# ACTIVITY
Your answer should consist of each line below that includes the word "points".

# MATERIAL TO PROCESS
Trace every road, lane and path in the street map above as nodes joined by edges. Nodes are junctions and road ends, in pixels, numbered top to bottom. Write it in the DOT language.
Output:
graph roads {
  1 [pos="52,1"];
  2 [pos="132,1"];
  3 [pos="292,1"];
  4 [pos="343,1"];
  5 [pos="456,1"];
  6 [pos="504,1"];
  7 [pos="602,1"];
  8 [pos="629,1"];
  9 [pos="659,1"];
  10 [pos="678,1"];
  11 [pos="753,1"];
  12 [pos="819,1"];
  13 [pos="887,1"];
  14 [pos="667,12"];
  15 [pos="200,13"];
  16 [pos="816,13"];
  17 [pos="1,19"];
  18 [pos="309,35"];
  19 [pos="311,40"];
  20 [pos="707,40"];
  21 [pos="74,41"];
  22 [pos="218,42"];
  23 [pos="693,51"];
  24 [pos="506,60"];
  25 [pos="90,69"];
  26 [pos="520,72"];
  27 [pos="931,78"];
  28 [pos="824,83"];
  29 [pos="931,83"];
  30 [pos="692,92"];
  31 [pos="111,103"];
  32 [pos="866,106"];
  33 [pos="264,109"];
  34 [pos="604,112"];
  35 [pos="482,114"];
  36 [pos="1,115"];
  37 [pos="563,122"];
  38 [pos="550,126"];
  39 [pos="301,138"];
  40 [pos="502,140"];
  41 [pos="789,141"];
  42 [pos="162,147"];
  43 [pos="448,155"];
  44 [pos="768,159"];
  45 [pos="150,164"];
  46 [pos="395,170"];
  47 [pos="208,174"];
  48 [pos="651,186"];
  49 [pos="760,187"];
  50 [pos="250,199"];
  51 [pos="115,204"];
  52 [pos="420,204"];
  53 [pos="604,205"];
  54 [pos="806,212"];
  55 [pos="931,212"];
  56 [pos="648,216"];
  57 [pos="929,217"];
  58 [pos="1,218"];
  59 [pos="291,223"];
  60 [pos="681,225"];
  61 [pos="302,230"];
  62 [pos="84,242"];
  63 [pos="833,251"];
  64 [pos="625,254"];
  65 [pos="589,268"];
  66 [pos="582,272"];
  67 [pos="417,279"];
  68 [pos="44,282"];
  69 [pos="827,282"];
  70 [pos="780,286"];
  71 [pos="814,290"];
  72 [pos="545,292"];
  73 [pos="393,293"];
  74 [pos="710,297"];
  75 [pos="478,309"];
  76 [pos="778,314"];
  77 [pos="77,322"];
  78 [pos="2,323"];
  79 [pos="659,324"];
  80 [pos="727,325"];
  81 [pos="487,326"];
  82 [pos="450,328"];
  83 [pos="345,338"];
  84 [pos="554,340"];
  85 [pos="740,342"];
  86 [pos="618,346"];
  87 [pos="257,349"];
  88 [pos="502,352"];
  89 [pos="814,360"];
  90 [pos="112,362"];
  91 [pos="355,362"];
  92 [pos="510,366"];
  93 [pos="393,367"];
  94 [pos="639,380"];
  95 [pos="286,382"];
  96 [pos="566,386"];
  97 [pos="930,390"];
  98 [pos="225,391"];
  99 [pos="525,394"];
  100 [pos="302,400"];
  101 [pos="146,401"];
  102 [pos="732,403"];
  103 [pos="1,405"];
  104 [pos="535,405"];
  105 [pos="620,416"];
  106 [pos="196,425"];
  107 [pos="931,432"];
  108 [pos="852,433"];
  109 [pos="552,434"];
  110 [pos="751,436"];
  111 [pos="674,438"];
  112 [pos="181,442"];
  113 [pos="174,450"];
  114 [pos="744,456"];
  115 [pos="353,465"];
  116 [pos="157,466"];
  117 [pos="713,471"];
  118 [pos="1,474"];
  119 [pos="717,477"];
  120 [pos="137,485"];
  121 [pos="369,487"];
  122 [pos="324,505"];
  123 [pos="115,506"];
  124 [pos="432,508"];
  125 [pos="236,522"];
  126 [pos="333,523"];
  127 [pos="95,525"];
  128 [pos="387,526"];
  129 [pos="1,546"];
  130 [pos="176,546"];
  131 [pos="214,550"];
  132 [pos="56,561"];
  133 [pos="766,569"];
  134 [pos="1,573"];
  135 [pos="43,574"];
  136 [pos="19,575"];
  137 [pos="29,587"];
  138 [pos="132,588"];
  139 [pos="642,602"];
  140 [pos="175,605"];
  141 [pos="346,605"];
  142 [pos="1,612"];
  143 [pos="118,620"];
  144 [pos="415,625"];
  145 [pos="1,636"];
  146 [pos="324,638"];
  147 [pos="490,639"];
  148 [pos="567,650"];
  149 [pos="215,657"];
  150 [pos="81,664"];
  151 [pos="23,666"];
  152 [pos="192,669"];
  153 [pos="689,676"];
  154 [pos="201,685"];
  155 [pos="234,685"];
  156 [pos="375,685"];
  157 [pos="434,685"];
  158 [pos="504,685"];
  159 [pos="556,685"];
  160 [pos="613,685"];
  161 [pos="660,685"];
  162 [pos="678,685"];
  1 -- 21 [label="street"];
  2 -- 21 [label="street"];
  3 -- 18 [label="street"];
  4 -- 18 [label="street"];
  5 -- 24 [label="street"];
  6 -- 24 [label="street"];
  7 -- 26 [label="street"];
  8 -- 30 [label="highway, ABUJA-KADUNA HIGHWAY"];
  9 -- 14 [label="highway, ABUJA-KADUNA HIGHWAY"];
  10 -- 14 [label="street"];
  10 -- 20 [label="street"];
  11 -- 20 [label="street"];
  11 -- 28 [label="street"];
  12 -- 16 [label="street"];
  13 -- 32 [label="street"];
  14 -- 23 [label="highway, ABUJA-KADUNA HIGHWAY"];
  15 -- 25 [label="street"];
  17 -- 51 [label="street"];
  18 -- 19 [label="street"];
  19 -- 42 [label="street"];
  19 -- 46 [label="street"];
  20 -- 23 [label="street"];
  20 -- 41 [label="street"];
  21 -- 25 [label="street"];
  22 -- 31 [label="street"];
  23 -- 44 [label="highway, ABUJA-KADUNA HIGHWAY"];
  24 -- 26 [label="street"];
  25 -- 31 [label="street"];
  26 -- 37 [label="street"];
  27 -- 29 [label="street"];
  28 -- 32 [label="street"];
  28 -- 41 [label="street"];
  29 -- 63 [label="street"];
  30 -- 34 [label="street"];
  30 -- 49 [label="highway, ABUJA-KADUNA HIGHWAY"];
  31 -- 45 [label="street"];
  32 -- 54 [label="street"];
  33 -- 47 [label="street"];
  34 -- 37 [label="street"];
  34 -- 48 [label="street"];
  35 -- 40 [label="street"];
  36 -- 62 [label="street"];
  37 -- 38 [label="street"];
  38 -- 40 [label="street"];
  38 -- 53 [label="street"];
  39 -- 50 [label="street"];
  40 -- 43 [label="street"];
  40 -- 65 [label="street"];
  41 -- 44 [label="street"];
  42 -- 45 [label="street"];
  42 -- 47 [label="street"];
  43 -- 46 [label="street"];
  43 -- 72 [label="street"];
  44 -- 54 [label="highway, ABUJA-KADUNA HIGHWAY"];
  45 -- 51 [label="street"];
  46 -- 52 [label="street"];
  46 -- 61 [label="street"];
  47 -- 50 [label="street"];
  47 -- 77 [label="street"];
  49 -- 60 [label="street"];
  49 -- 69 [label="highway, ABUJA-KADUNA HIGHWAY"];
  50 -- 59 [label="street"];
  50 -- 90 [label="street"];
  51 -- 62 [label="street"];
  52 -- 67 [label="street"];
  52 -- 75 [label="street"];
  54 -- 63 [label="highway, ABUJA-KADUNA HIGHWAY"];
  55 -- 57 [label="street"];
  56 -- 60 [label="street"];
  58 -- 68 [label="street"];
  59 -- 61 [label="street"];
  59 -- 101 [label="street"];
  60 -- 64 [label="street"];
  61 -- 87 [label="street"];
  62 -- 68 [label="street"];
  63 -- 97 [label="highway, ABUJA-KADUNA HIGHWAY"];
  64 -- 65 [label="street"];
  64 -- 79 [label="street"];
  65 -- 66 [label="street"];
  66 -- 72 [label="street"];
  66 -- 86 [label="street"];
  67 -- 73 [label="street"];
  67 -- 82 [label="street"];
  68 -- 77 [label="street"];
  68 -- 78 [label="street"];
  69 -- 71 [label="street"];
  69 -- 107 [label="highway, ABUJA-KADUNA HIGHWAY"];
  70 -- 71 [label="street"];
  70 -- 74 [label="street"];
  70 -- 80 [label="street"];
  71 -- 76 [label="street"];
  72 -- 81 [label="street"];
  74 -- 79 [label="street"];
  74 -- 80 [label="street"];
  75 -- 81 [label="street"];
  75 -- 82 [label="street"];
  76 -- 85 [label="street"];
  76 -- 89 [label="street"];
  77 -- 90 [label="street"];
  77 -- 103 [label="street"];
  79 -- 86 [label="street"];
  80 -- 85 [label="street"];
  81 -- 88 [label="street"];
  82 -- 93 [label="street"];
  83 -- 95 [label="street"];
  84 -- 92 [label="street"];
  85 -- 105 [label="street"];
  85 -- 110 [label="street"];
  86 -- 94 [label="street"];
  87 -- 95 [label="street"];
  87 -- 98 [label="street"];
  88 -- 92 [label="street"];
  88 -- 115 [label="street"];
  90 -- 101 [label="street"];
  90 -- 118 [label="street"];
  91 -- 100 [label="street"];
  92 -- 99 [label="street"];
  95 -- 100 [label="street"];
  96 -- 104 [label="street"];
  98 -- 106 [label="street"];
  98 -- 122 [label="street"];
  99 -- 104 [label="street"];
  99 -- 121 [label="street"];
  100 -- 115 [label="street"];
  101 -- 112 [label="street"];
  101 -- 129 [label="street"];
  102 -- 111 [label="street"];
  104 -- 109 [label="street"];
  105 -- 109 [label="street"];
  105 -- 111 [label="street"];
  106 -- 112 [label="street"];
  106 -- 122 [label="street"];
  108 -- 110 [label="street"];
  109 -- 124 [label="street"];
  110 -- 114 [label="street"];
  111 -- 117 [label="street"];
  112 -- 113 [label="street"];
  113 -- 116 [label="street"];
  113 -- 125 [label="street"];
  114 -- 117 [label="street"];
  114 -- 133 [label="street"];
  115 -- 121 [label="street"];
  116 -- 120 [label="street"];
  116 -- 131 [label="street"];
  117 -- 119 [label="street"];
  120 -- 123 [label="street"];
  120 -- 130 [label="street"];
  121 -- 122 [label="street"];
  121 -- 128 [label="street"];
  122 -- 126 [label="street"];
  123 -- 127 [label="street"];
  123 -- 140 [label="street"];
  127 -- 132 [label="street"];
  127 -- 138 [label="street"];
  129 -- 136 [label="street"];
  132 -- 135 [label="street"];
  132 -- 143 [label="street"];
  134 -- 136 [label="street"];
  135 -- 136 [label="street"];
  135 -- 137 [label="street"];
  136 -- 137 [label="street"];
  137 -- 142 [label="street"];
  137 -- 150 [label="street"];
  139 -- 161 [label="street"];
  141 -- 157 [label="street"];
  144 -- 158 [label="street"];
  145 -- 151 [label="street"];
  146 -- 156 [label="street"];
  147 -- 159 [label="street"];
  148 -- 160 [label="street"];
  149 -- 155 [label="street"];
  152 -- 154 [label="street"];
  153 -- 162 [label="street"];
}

==

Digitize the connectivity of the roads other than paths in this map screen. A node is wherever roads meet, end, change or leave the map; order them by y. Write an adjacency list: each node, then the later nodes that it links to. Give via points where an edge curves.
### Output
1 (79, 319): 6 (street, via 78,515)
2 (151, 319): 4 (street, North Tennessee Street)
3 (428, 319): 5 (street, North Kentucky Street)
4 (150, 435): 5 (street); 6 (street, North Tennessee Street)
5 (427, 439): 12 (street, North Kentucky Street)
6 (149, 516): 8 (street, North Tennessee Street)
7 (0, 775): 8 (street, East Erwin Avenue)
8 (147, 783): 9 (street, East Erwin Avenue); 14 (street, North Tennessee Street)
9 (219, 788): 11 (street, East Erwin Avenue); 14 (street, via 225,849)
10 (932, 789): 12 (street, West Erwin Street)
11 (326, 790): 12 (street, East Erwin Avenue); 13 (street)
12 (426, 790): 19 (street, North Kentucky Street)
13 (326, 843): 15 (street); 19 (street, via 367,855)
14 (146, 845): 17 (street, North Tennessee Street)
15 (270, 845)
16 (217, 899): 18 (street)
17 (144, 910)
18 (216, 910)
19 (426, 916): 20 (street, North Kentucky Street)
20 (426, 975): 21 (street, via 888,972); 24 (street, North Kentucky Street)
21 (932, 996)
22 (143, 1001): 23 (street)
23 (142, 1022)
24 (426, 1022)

---

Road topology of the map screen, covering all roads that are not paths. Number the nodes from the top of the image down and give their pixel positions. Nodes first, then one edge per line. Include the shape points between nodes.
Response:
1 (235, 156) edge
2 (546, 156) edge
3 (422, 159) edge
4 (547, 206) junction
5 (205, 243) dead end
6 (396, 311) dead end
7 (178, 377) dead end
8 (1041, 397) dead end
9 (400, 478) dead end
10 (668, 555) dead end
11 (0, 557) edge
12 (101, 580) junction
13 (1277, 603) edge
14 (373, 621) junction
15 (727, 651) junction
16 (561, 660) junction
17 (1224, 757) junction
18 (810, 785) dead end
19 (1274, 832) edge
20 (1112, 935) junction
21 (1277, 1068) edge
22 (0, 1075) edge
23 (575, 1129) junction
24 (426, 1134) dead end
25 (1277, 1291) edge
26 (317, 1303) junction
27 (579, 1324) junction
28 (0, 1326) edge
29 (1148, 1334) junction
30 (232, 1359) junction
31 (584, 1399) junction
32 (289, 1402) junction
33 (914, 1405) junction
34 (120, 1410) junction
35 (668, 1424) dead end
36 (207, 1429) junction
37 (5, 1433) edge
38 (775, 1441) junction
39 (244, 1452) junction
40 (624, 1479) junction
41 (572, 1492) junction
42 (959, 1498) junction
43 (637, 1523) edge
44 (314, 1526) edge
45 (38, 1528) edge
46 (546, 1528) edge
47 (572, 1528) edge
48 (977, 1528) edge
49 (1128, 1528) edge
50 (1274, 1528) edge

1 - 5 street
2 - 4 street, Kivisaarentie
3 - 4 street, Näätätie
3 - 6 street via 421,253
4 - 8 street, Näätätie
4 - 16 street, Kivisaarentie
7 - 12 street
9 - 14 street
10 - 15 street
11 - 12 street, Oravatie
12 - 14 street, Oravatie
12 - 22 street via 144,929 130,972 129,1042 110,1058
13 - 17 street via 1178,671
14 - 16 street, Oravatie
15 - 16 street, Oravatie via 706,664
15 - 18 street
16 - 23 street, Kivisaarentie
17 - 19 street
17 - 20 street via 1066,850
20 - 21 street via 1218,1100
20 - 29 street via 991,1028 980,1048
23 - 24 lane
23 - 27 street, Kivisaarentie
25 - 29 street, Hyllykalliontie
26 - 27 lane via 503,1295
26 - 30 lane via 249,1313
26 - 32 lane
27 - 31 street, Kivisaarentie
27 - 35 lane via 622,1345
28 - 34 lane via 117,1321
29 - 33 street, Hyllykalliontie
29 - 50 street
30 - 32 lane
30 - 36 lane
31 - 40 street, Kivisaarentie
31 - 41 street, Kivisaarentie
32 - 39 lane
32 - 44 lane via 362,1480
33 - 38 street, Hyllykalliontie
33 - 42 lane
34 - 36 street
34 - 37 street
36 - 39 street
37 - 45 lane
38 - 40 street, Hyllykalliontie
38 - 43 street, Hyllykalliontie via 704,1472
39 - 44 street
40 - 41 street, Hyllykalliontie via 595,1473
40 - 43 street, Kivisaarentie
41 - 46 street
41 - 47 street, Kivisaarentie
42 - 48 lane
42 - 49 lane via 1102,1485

# OUTPUT FOR THIS EXERCISE
Digitize the connectivity of the roads other than paths in this map screen. A node is wherever roads meet, end, change or leave the map; order them by y. Write an adjacency list: each node, then the later nodes that it links to. Give via points where an edge curves.
Road topology of the map screen, covering all roads that are not paths. Number the nodes from the top of the image down and give their pixel positions. Nodes first, then one edge per line. Include the shape points between nodes.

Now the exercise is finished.